Although the fact that a Chapter 11 case does not achieve a successful reorganization "is not a per se reason for denying the debtor's counsel any compensation . . . this fact must be taken into consideration in ascertaining the value of the legal services to the estate." In re Greene, 138 B.R. 403, 408 (Bankr.S.D.N.Y.1992). Many courts have disallowed fees for reorganization-related services that later proved futile or unrealistic. See, e.g., Id. at 409; In re Office Prods. of Am., Inc., 136 B.R. 983, 990-91 (Bankr.W.D.Tex.1992); In re Latham, 131 B.R. 238, 238-39 (Bankr.S.D.Fla. 1991); In re Muir Training Technologies, Inc., 120 B.R. 154 (Bankr.S.D.Cal.1990). Thus, "Chapter 11 cases which lack viable chances of reorganization may place the fees of counsel at risk." In re Offield, 128 B.R. 548, 550 (Bankr.W.D.Mo.1991); see also Miner v. Westergren, Hauptman, O'Brien, Wolfe & Hadley, P.C. (In re King), 96 B.R. 206, 208 (W.D.Mo.1989).

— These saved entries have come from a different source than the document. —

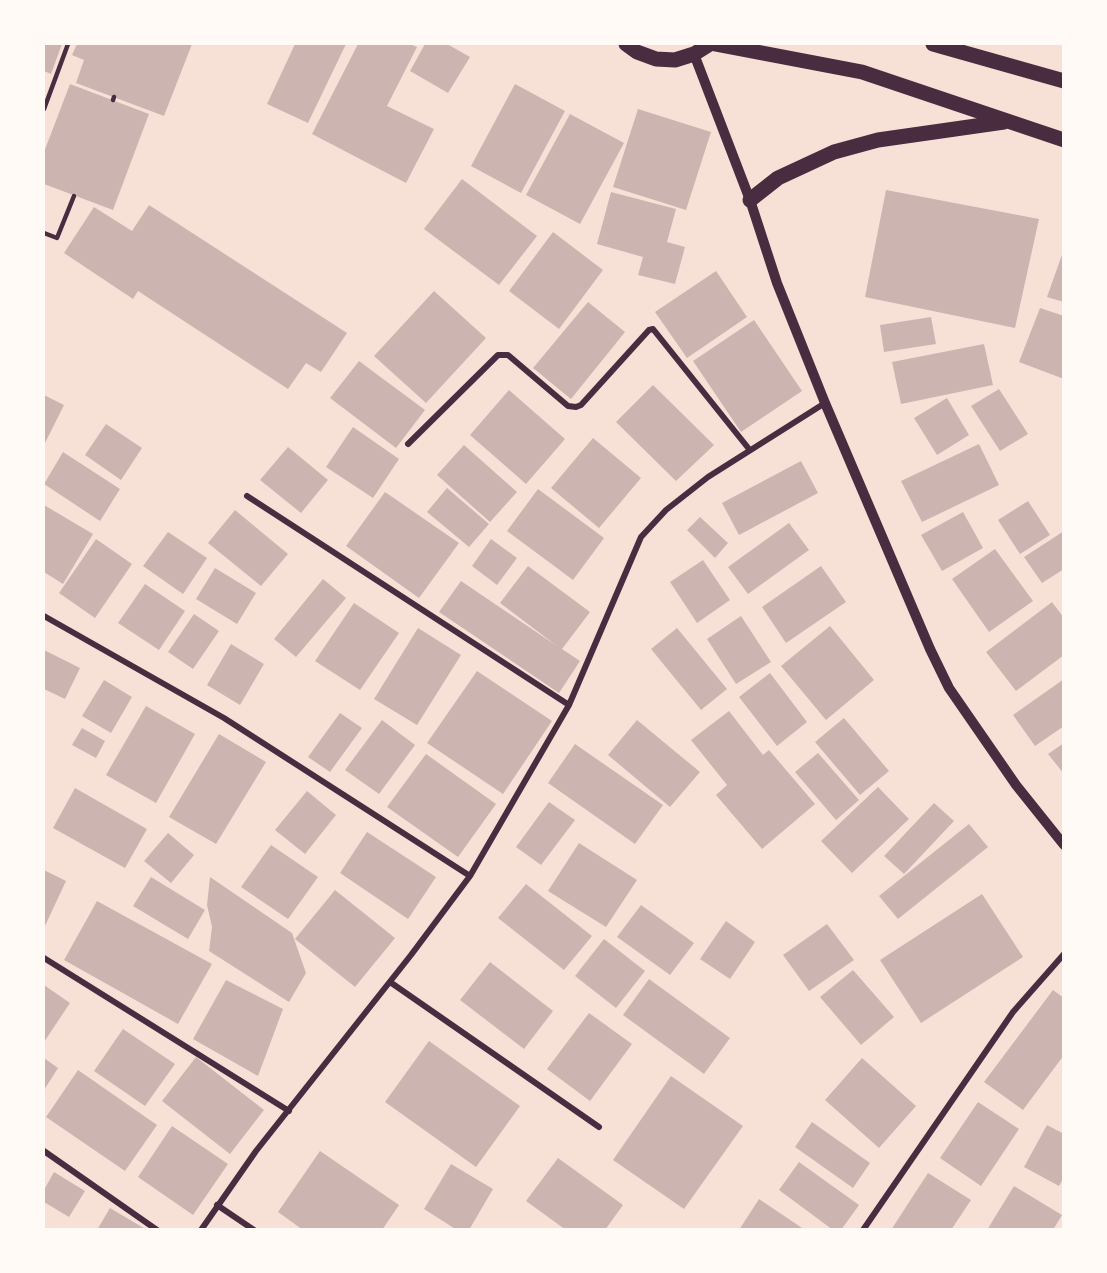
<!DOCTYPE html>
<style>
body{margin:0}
#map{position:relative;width:1107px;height:1273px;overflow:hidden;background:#f7e1d7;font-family:Mulish,sans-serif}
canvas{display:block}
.frame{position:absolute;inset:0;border:45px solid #fffaf5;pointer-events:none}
</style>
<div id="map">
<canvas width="1107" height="1273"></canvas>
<div class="frame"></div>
</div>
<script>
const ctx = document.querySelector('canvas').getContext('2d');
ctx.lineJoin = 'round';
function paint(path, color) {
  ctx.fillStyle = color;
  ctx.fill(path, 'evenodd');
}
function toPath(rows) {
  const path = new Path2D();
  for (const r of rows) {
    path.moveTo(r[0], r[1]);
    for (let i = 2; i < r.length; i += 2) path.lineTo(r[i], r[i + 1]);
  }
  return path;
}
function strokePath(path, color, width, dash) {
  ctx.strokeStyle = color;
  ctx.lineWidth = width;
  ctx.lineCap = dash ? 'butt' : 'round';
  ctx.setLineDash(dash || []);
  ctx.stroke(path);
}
const building = toPath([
 [44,44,62,44,51,74,44,71],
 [77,44,192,44,164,116,76,83,84,60,72,55],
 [295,44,346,44,308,123,267,104],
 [358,44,410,44,417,47,387,106,434,129,406,183,312,134],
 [425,44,447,44,470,57,448,93,410,71],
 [70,84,149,114,113,210,44,184,44,152],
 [515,84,565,111,521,193,471,166],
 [638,109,711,132,686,210,613,187],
 [570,114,624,143,580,224,526,195],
 [462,179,537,236,499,285,424,229],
 [886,190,1039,219,1015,328,865,297],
 [611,192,676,209,667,242,685,247,675,284,638,275,643,257,597,244],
 [149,205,347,333,321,372,306,363,288,389,138,291,133,299,64,253,94,207,132,231],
 [553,232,603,270,559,329,509,291],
 [1064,249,1064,302,1047,297],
 [716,271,747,317,687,358,655,312],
 [434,291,486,338,426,403,374,356],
 [588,302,625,332,571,399,533,368],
 [1040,308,1064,316,1064,379,1019,362],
 [931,317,936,344,884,352,880,325],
 [754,320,802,391,741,432,693,361],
 [984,344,993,385,901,404,892,362],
 [359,361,425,410,396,448,330,398],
 [653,385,714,445,676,481,616,422],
 [999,389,1028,434,1000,451,971,406],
 [509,390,565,439,526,484,470,435],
 [44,395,64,405,44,445],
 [947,398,969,435,937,455,914,418],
 [106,424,142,448,121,480,85,455],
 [353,427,399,459,373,498,326,467],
 [593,438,641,478,599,528,551,488],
 [979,444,999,485,922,522,901,481],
 [464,445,517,492,490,522,437,475],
 [288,447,328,480,301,513,260,480],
 [63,452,120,489,100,521,44,484],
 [801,461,818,493,739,535,722,503],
 [447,488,489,524,469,547,427,512],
 [538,489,604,538,573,580,507,531],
 [385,492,459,543,419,598,346,546],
 [1028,501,1050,535,1020,554,998,520],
 [44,505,93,534,63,584,44,572],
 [235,510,288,554,261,586,208,543],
 [963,512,983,548,942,571,921,535],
 [700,517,728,543,715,558,687,530],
 [789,523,809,550,748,594,728,567],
 [1064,531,1064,569,1042,583,1024,557],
 [168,532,207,558,183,594,143,566],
 [96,539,132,564,95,618,59,593],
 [491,539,517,558,497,585,472,566],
 [995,549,1033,601,989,632,952,579],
 [703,560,730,600,697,623,670,582],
 [528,566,590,612,562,649,580,661,559,693,439,612,461,581,557,646,500,603],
 [821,566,846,602,786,643,762,607],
 [215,568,256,593,237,624,196,599],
 [323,579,346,598,296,657,274,639],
 [145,584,185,611,159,650,118,623],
 [1052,602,1064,618,1064,655,1016,691,986,652],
 [354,603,399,633,360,690,315,661],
 [194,614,219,631,193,669,168,652],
 [741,616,771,662,736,684,707,639],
 [830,626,874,680,826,720,781,666],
 [418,628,461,655,417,725,374,699],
 [677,628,727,689,701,710,651,649],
 [231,644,264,664,240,705,207,685],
 [44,650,80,668,65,699,44,689],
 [477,671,552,721,503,794,427,743],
 [770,673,807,722,777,746,739,697],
 [1064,679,1064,726,1035,746,1013,715],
 [104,680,132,697,111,733,82,716],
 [146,706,195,734,156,803,106,775],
 [729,711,763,755,769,750,815,804,762,849,716,795,727,785,691,740],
 [340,713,362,728,330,772,308,757],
 [844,718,889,771,860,795,815,742],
 [382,720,415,745,379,794,345,770],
 [637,720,700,772,670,807,608,755],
 [82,728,105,741,96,758,72,745],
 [219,734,266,762,216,844,169,817],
 [1064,743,1064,774,1048,754],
 [575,744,663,805,635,844,548,783],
 [818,753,859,800,836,820,795,772],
 [426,754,496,804,458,857,387,807],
 [878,787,909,819,852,873,821,841],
 [75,788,147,829,125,868,53,828],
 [307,791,336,815,305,854,275,830],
 [549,802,575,820,541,865,516,847],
 [934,803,954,821,904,874,884,856],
 [969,824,988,847,898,919,879,896],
 [367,832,436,877,408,919,340,873],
 [168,833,194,855,171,883,144,861],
 [579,843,637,880,606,927,548,891],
 [271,845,318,877,288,919,241,887],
 [44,870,66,881,44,928],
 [151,877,205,910,188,939,133,906],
 [210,877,292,933,306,973,289,1002,209,951,212,927,207,905],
 [526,884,592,936,564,970,498,918],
 [335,890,395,938,355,987,295,939],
 [982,894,1023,957,921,1023,880,960],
 [97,901,212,964,178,1024,64,960],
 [641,905,694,943,670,975,617,937],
 [726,921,755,942,730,979,700,959],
 [827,924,854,960,809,991,783,955],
 [604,939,645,971,616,1008,575,976],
 [490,962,553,1011,524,1049,460,1000],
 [853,970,894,1017,861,1045,820,997],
 [649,979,730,1038,704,1074,623,1015],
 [226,980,283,1009,258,1076,193,1039],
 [44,985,70,1003,44,1042],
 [1053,990,1064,998,1064,1055,1023,1110,984,1082],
 [589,1013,632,1044,590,1101,547,1069],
 [123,1029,175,1064,145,1106,94,1071],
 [429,1041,520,1106,476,1167,385,1102],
 [196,1057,264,1110,230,1154,162,1101],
 [44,1058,58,1068,44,1090],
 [862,1058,916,1106,879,1148,825,1100],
 [78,1070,157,1125,125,1171,46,1117],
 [671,1076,743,1126,684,1209,613,1160],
 [978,1102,1019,1129,981,1186,940,1158],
 [812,1122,870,1163,853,1188,795,1147],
 [1047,1125,1064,1134,1064,1177,1059,1186,1024,1167],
 [172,1126,228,1164,193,1215,138,1177],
 [320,1151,399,1205,382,1230,303,1230,278,1212],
 [558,1158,623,1205,605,1230,566,1230,526,1201],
 [799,1162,859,1205,841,1230,833,1230,779,1190],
 [451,1164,493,1189,469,1230,457,1230,424,1209],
 [54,1172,85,1191,69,1217,44,1202,44,1190],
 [928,1173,971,1200,951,1230,891,1230],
 [1014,1186,1062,1215,1053,1230,987,1230],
 [759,1199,805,1230,739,1230],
 [110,1208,147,1230,97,1230]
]);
const service = toPath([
 [113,100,114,97],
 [44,109,68,44],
 [44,233,57,238,74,196]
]);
const minor = toPath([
 [408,444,498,355,508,355,568,406,576,407,581,405,649,330,653,329,749,449],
 [247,496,569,705],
 [44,616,224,718,470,876],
 [44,958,289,1111],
 [390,982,599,1127],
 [44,1151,157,1230],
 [217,1205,254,1230],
 [201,1230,256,1151,411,955,470,876,569,705,641,537,666,510,708,477,825,403],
 [863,1230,1013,1012,1064,954]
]);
const tertiary = toPath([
 [694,54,750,200,777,283,825,403,930,649,949,688,1016,785,1064,845]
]);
const primary = toPath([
 [626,44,637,52,656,59,675,60,694,54,710,44],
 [715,44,862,72,1064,140],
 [933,44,1064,81],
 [750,200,778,178,834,152,878,140,1004,122]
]);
paint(building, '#ccb4b1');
strokePath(service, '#4a2c40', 4.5);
strokePath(minor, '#4a2c40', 6);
strokePath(tertiary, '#4a2c40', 10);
strokePath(primary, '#4a2c40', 15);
</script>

Here, the court did not arbitrarily deny R & K its fees because the reorganization was unsuccessful. The court examined the fee application in toto to determine which services were beneficial to the estate, now in liquidation, and which were not. Those services which arguably had some utility in the liquidation were allowed. The bankruptcy court did not err in rejecting fees for services in connection with the plan and disclosure process. At some point, R & K should have known that Lederman Enterprises' attempted reorganization was unrealistic and any services rendered in connection with that process would not serve the interests of the estate. See In re Office Prods. of Am., Inc., 136 B.R. at 990-91. Furthermore, the company's failure to propose a plan that met the standards of § 1129(a) lends credence to the court's conclusion that a reorganization attempt was ill-advised. See id. at 990. Accordingly, the court did not abuse its discretion in rejecting certain of R & K's fees in connection with reorganization that had no benefit to the liquidation.
*776 III. Conclusion.
The bankruptcy court did not abuse its discretion in denying R & K fees for reorganization-related services that did not benefit the estate. The court did clearly err in finding the information provided in R & K's fee application was insufficient and in reducing all fees by twenty percent. Consequently, the bankruptcy court's decision is affirmed in part and reversed in part, and the cause is remanded for a recalculation of the fee award.